Ideally this problem can be solved by adding __attribute __ ((preserve_most))in a fallback function followed by a normal call, not a tail call. The attribute
preserve_most
makes the callee responsible for preserving almost all registers. This allows you to delegate the task of preempting registers to fallback functions, if necessary. We experimented with this attribute, but ran into mysterious issues that we couldn't solve. Perhaps we made a mistake somewhere, we will return to this in the future.
The main limitation is that
musttail
it is not portable.

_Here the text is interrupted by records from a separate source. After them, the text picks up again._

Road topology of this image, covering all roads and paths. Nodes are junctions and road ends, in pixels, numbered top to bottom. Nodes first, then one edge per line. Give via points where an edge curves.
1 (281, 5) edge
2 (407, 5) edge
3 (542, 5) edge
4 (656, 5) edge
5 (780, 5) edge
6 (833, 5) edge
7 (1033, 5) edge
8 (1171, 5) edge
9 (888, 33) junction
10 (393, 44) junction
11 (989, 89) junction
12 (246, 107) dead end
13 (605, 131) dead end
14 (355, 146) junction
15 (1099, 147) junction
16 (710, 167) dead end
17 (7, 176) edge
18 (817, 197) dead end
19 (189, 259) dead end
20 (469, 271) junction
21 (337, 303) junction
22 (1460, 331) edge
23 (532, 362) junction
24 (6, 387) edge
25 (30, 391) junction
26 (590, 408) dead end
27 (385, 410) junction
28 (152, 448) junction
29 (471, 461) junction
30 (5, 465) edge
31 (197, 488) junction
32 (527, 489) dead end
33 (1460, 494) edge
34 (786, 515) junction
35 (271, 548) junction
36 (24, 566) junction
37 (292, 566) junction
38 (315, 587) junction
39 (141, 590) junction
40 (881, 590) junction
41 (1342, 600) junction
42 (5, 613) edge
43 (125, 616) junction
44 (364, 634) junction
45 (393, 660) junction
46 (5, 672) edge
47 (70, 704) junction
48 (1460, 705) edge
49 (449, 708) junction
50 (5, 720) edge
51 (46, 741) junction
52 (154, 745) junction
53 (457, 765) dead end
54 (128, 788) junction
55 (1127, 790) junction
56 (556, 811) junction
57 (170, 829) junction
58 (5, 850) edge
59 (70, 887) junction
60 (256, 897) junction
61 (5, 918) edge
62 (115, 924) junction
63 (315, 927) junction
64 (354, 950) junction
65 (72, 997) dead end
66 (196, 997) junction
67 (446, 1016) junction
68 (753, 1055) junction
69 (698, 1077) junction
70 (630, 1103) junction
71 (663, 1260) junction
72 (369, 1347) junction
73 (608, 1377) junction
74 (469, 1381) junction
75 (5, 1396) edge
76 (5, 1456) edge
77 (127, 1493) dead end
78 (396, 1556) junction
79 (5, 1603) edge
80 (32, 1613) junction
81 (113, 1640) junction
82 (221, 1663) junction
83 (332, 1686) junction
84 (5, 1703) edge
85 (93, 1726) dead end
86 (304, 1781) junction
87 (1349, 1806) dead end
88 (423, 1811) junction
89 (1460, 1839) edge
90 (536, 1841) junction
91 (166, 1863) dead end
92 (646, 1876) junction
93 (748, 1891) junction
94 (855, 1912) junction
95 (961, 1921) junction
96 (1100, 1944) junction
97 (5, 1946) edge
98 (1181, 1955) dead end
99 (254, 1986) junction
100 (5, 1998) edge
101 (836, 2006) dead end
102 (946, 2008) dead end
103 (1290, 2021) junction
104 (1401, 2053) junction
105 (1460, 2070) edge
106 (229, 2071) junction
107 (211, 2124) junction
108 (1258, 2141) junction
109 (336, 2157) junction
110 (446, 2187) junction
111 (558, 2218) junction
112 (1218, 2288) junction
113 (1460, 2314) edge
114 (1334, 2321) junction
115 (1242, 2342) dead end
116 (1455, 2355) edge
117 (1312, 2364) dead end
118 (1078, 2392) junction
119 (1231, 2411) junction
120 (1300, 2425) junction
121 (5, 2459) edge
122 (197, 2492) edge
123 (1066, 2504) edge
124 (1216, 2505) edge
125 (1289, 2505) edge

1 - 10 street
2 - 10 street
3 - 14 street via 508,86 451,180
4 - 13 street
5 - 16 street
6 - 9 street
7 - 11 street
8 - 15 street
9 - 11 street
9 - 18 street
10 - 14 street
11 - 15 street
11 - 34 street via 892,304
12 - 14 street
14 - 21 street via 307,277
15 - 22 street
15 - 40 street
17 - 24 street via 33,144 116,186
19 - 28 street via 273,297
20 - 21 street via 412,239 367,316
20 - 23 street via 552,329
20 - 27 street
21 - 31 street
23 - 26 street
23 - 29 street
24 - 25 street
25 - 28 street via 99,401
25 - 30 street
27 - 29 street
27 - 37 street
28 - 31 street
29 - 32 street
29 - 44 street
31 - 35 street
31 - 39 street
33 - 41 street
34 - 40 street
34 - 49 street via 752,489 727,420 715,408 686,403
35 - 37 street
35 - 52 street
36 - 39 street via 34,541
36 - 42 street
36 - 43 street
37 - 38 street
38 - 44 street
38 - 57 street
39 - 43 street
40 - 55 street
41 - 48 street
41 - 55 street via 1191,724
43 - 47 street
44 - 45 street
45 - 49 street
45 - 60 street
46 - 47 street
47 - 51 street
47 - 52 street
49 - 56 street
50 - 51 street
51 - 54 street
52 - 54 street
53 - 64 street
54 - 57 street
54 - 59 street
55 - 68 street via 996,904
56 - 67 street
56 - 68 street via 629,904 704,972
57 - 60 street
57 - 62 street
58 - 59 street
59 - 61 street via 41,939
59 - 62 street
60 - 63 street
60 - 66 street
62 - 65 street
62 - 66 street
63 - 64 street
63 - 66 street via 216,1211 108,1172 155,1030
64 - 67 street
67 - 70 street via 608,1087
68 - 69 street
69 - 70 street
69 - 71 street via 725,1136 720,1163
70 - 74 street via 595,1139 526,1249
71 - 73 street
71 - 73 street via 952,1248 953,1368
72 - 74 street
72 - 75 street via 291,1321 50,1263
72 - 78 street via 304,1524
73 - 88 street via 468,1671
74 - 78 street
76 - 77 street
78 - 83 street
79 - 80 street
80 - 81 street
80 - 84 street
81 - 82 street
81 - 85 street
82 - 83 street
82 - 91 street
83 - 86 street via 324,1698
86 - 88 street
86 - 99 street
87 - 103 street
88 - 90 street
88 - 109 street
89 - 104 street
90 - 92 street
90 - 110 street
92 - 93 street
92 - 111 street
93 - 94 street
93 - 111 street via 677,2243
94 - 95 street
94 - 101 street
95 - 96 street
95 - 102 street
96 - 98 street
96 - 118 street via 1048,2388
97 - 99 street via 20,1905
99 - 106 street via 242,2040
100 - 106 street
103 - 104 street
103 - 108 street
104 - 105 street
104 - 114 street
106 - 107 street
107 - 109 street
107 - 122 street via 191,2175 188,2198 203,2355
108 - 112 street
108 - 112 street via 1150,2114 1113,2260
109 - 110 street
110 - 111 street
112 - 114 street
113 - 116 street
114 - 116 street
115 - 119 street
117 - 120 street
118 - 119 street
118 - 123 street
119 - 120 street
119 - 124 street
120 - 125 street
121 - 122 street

I really hope that the attribute will take root, it will be implemented in GCC, Visual C ++ and other compilers, and one day it will even be standardized. But this will not happen soon, but what should we do now?
When the expansion
musttail
is not available, you need to execute at least one correct one
return
without a tail call for each theoretical iteration of the loop . We have not yet implemented such a fallback in the upb library, but I think that it will turn into a macro that, depending on availability,
musttail
will either make tail calls or simply return.